Morne Nel

Personal information
- Full name: Morne Peter Nel
- Date of birth: 23 May 1996 (age 29)
- Place of birth: Cape Town, South Africa
- Height: 1.84 m (6 ft 0 in)
- Position: Midfielder

Team information
- Current team: Ajax Cape Town
- Number: 6

Youth career
- 0000–2013: Old Mutual Academy

Senior career*
- Years: Team / Apps / (Gls)
- 2013–: SuperSport United / 31 / (0)
- 2017–: → Ajax Cape Town / 0 / (0)

International career
- 2012: South Africa U-17 / 1 / (1)
- 2012–2015: South Africa U-20 / 4 / (0)
- 2015: South Africa U-23 / 1 / (0)

= Morne Nel =

South African footballer

Morne Peter Nel (born 23 May 1996) is a South African footballer who plays as a midfielder for Ajax Cape Town on loan from SuperSport United in the Premier Soccer League.

==Club career==

===Old Mutual Academy===
Nel played his youth football at Old Mutual Academy in Cape Town, and captained the team.

===SuperSport United===
Nel joined SuperSport United in May 2013, after attracting interest also from Ajax Cape Town and Mamelodi Sundowns. He impressed and assisted the second goal in SuperSport United's 2–0 win in a pre-season friendly against Manchester City.

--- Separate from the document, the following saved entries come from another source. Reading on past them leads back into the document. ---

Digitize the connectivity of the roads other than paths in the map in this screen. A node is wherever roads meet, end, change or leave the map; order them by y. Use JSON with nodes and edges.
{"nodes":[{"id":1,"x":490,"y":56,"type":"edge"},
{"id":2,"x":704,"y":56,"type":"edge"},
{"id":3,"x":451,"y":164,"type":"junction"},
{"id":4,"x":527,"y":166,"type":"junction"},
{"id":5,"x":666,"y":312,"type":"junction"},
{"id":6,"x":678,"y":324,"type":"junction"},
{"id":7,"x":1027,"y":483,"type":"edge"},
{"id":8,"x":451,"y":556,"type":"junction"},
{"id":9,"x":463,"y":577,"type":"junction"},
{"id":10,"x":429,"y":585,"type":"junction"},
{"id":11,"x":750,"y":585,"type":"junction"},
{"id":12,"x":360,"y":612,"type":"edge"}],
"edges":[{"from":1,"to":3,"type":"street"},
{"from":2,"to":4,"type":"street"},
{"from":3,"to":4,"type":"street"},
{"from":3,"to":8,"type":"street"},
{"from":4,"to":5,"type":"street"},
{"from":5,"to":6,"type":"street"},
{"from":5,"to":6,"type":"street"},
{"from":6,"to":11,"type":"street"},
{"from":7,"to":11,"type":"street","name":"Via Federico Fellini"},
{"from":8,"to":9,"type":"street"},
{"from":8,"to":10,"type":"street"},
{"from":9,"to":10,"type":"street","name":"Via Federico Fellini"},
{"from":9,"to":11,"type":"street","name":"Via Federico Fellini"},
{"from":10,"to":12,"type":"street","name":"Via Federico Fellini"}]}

In September 2013, along with Denwin Farmer, Zama Rambuwane and Kabelo Seriba, Nel trained in England with Tottenham Hotspur Youth. He impressed in training and was selected to play for Tottenham Hotspur in a friendly against Ipswich Town.

In November 2013, Nel made his league debut in a match against Lamontville Golden Arrows.

In January 2015, there were negotiations regarding Nel transferring to Tottenham Hotspur after impressing at another trial, but in the end he stayed with SuperSport.

In June 2015, SuperSport United signed Nel on a two-year extension.

At the end of November 2015, Nel trialled with Portuguese club Vitória de Guimarães.

====Loan to Ajax Cape Town====
In August 2017, Nel joined Ajax Cape Town on a one-year loan, with an option for a permanent move.

==International career==
Nel played for the South Africa U17 squad in the 2013 African U-17 Championship qualifiers scoring a goal in the first leg against Ghana.

In November 2012, Nel was called up to the South Africa U20 squad for the 2012 Zone VI Games.
After a year, when he was unavailable due to club commitments, Nel re-joined the South Africa U20 squad for the 2015 African Youth Championship qualifiers in August 2014 and played in both legs against Cameroon. He was called up as part of the final 21-man squad for the tournament in March 2015, but was not released by his club to take part in the training camp. In the group stage he played two matches against Ghana and Mali and was an unused substitute against Zambia.

In September 2015, Nel was called up to the South Africa U23s ahead of a double-header against Tunisia, playing in the second match.

Nel was selected in the senior team preliminary squad for the 2016 CHAN qualifier against Angola on 17 October 2015, but was not picked for the match-day squad.